**Exercise details:**
Look through the material for lines with the word "Washington", and copy each one.

**Excerpted data:**
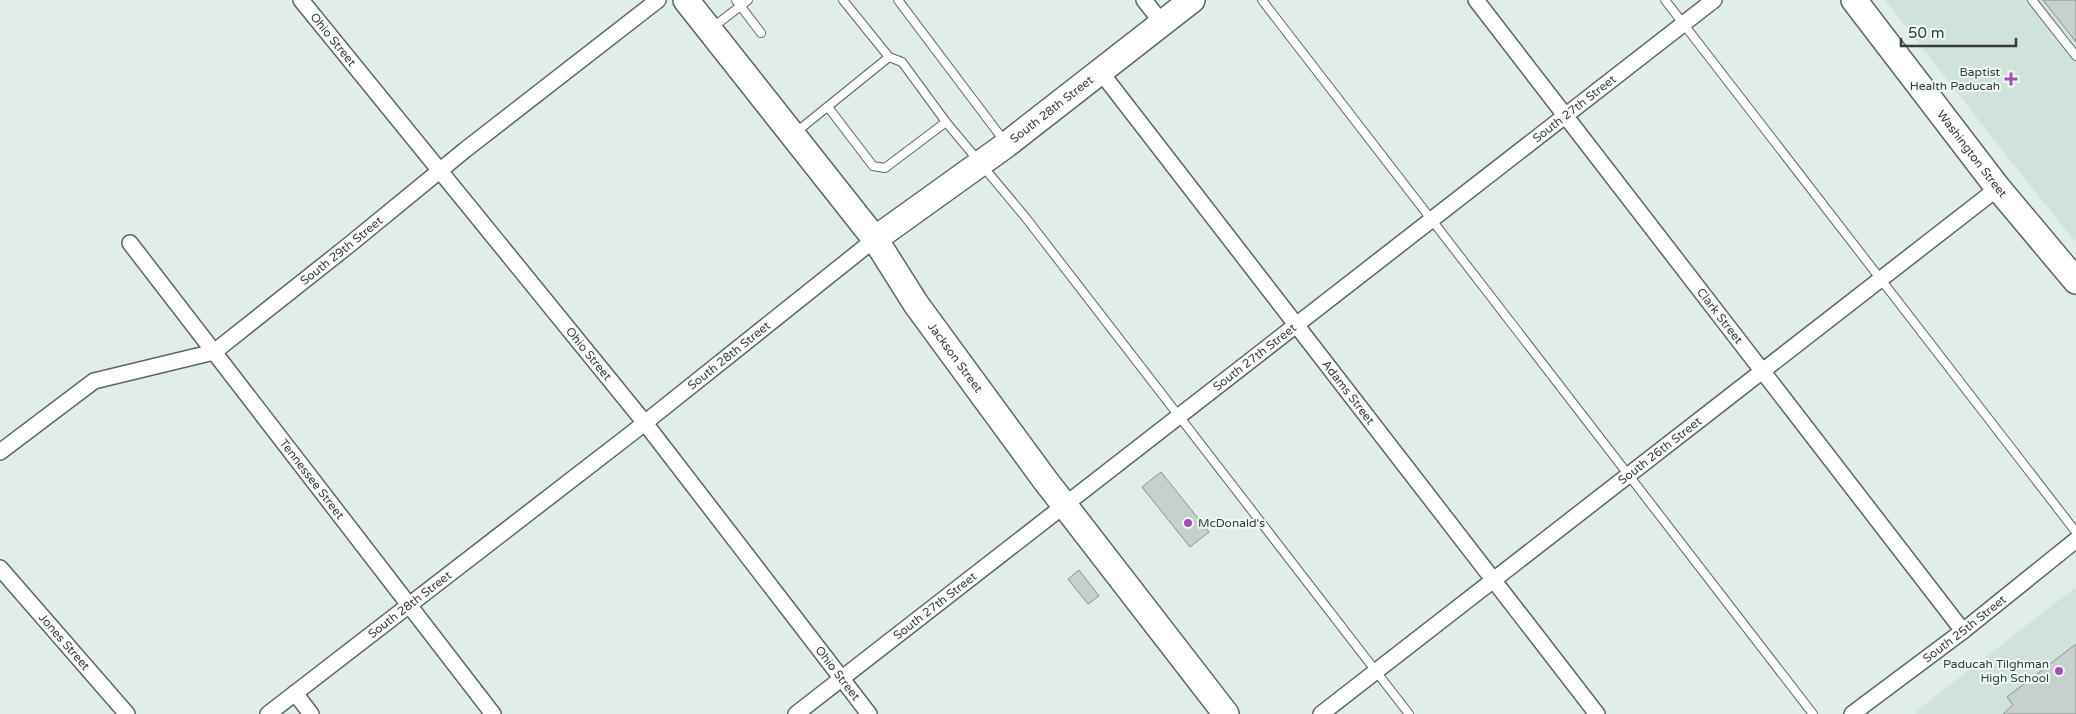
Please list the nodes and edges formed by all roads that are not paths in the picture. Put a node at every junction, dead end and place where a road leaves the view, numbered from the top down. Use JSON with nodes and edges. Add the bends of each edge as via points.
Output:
{"nodes":[{"id":1,"x":301,"y":0,"type":"edge"},
{"id":2,"x":658,"y":0,"type":"edge"},
{"id":3,"x":686,"y":0,"type":"edge"},
{"id":4,"x":748,"y":0,"type":"edge"},
{"id":5,"x":843,"y":0,"type":"edge"},
{"id":6,"x":898,"y":0,"type":"edge"},
{"id":7,"x":1144,"y":0,"type":"edge"},
{"id":8,"x":1192,"y":0,"type":"edge"},
{"id":9,"x":1262,"y":0,"type":"edge"},
{"id":10,"x":1476,"y":0,"type":"edge"},
{"id":11,"x":1665,"y":0,"type":"edge"},
{"id":12,"x":1714,"y":0,"type":"edge"},
{"id":13,"x":1854,"y":0,"type":"edge"},
{"id":14,"x":2032,"y":0,"type":"edge"},
{"id":15,"x":738,"y":3,"type":"edge"},
{"id":16,"x":1162,"y":24,"type":"junction"},
{"id":17,"x":1684,"y":24,"type":"junction"},
{"id":18,"x":710,"y":30,"type":"junction"},
{"id":19,"x":761,"y":33,"type":"dead end"},
{"id":20,"x":2076,"y":56,"type":"edge"},
{"id":21,"x":889,"y":57,"type":"junction"},
{"id":22,"x":1100,"y":71,"type":"junction"},
{"id":23,"x":828,"y":107,"type":"junction"},
{"id":24,"x":1565,"y":116,"type":"junction"},
{"id":25,"x":946,"y":122,"type":"junction"},
{"id":26,"x":792,"y":135,"type":"junction"},
{"id":27,"x":1007,"y":144,"type":"junction"},
{"id":28,"x":981,"y":162,"type":"junction"},
{"id":29,"x":440,"y":169,"type":"junction"},
{"id":30,"x":1998,"y":188,"type":"junction"},
{"id":31,"x":1432,"y":220,"type":"junction"},
{"id":32,"x":874,"y":239,"type":"junction"},
{"id":33,"x":130,"y":243,"type":"dead end"},
{"id":34,"x":1881,"y":279,"type":"junction"},
{"id":35,"x":2076,"y":281,"type":"edge"},
{"id":36,"x":1296,"y":325,"type":"junction"},
{"id":37,"x":214,"y":352,"type":"junction"},
{"id":38,"x":1762,"y":371,"type":"junction"},
{"id":39,"x":1179,"y":416,"type":"junction"},
{"id":40,"x":645,"y":422,"type":"junction"},
{"id":41,"x":0,"y":452,"type":"edge"},
{"id":42,"x":1629,"y":475,"type":"junction"},
{"id":43,"x":1064,"y":506,"type":"junction"},
{"id":44,"x":2076,"y":532,"type":"edge"},
{"id":45,"x":2076,"y":540,"type":"edge"},
{"id":46,"x":0,"y":568,"type":"edge"},
{"id":47,"x":1493,"y":580,"type":"junction"},
{"id":48,"x":409,"y":605,"type":"junction"},
{"id":49,"x":1963,"y":630,"type":"junction"},
{"id":50,"x":1376,"y":671,"type":"junction"},
{"id":51,"x":842,"y":678,"type":"junction"},
{"id":52,"x":295,"y":693,"type":"junction"},
{"id":53,"x":127,"y":714,"type":"edge"},
{"id":54,"x":268,"y":714,"type":"edge"},
{"id":55,"x":312,"y":714,"type":"edge"},
{"id":56,"x":493,"y":714,"type":"edge"},
{"id":57,"x":796,"y":714,"type":"edge"},
{"id":58,"x":869,"y":714,"type":"edge"},
{"id":59,"x":1226,"y":714,"type":"edge"},
{"id":60,"x":1321,"y":714,"type":"edge"},
{"id":61,"x":1409,"y":714,"type":"edge"},
{"id":62,"x":1597,"y":714,"type":"edge"},
{"id":63,"x":1813,"y":714,"type":"edge"},
{"id":64,"x":1852,"y":714,"type":"edge"}],
"edges":[{"from":1,"to":29,"type":"street","name":"Ohio Street"},
{"from":2,"to":29,"type":"street","name":"South 29th Street"},
{"from":3,"to":18,"type":"main road","name":"Jackson Street"},
{"from":4,"to":15,"type":"lane"},
{"from":5,"to":21,"type":"lane"},
{"from":6,"to":27,"type":"lane"},
{"from":7,"to":16,"type":"street"},
{"from":8,"to":16,"type":"main road","name":"South 28th Street"},
{"from":9,"to":31,"type":"lane"},
{"from":10,"to":24,"type":"street","name":"Clark Street"},
{"from":11,"to":17,"type":"lane"},
{"from":12,"to":17,"type":"street","name":"South 27th Street"},
{"from":13,"to":30,"type":"main road","name":"Washington Street"},
{"from":14,"to":20,"type":"lane"},
{"from":15,"to":18,"type":"lane"},
{"from":15,"to":19,"type":"lane"},
{"from":16,"to":22,"type":"main road","name":"South 28th Street"},
{"from":17,"to":24,"type":"street","name":"South 27th Street"},
{"from":17,"to":34,"type":"lane"},
{"from":18,"to":26,"type":"main road","name":"Jackson Street"},
{"from":21,"to":23,"type":"lane"},
{"from":21,"to":25,"type":"lane","via":[[902,62]]},
{"from":22,"to":27,"type":"main road","name":"South 28th Street"},
{"from":22,"to":36,"type":"street","name":"Adams Street"},
{"from":23,"to":25,"type":"lane","via":[[873,166],[885,168]]},
{"from":23,"to":26,"type":"lane"},
{"from":24,"to":31,"type":"street","name":"South 27th Street"},
{"from":24,"to":38,"type":"street","name":"Clark Street"},
{"from":25,"to":28,"type":"lane"},
{"from":26,"to":32,"type":"main road","name":"Jackson Street"},
{"from":27,"to":28,"type":"main road","name":"South 28th Street"},
{"from":28,"to":32,"type":"main road","name":"South 28th Street"},
{"from":28,"to":39,"type":"lane"},
{"from":29,"to":37,"type":"street","name":"South 29th Street"},
{"from":29,"to":40,"type":"street","name":"Ohio Street"},
{"from":30,"to":34,"type":"street","name":"South 26th Street"},
{"from":30,"to":35,"type":"main road","name":"Washington Street"},
{"from":31,"to":36,"type":"street","name":"South 27th Street"},
{"from":31,"to":42,"type":"lane"},
{"from":32,"to":40,"type":"street","name":"South 28th Street"},
{"from":32,"to":43,"type":"main road","name":"Jackson Street","via":[[916,304]]},
{"from":33,"to":37,"type":"street","name":"Tennessee Street"},
{"from":34,"to":38,"type":"street","name":"South 26th Street"},
{"from":34,"to":44,"type":"lane"},
{"from":36,"to":39,"type":"street","name":"South 27th Street"},
{"from":36,"to":47,"type":"street","name":"Adams Street"},
{"from":37,"to":41,"type":"street","name":"South 29th Street","via":[[94,381]]},
{"from":37,"to":48,"type":"street","name":"Tennessee Street"},
{"from":38,"to":42,"type":"street","name":"South 26th Street"},
{"from":38,"to":49,"type":"street","name":"Clark Street"},
{"from":39,"to":43,"type":"street","name":"South 27th Street"},
{"from":39,"to":50,"type":"lane"},
{"from":40,"to":48,"type":"street","name":"South 28th Street"},
{"from":40,"to":51,"type":"street","name":"Ohio Street"},
{"from":42,"to":47,"type":"street","name":"South 26th Street"},
{"from":42,"to":63,"type":"lane"},
{"from":43,"to":51,"type":"street","name":"South 27th Street"},
{"from":43,"to":59,"type":"main road","name":"Jackson Street"},
{"from":45,"to":49,"type":"street","name":"South 25th Street"},
{"from":46,"to":53,"type":"street","name":"Jones Street"},
{"from":47,"to":50,"type":"street","name":"South 26th Street"},
{"from":47,"to":62,"type":"street","name":"Adams Street"},
{"from":48,"to":52,"type":"street","name":"South 28th Street"},
{"from":48,"to":56,"type":"street","name":"Tennessee Street"},
{"from":49,"to":64,"type":"street","name":"South 25th Street"},
{"from":50,"to":60,"type":"street","name":"South 26th Street"},
{"from":50,"to":61,"type":"lane"},
{"from":51,"to":57,"type":"street","name":"South 27th Street"},
{"from":51,"to":58,"type":"street","name":"Ohio Street"},
{"from":52,"to":54,"type":"street","name":"South 28th Street"},
{"from":52,"to":55,"type":"street"}]}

**Output of the exercise:**
{"from":13,"to":30,"type":"main road","name":"Washington Street"},
{"from":30,"to":35,"type":"main road","name":"Washington Street"},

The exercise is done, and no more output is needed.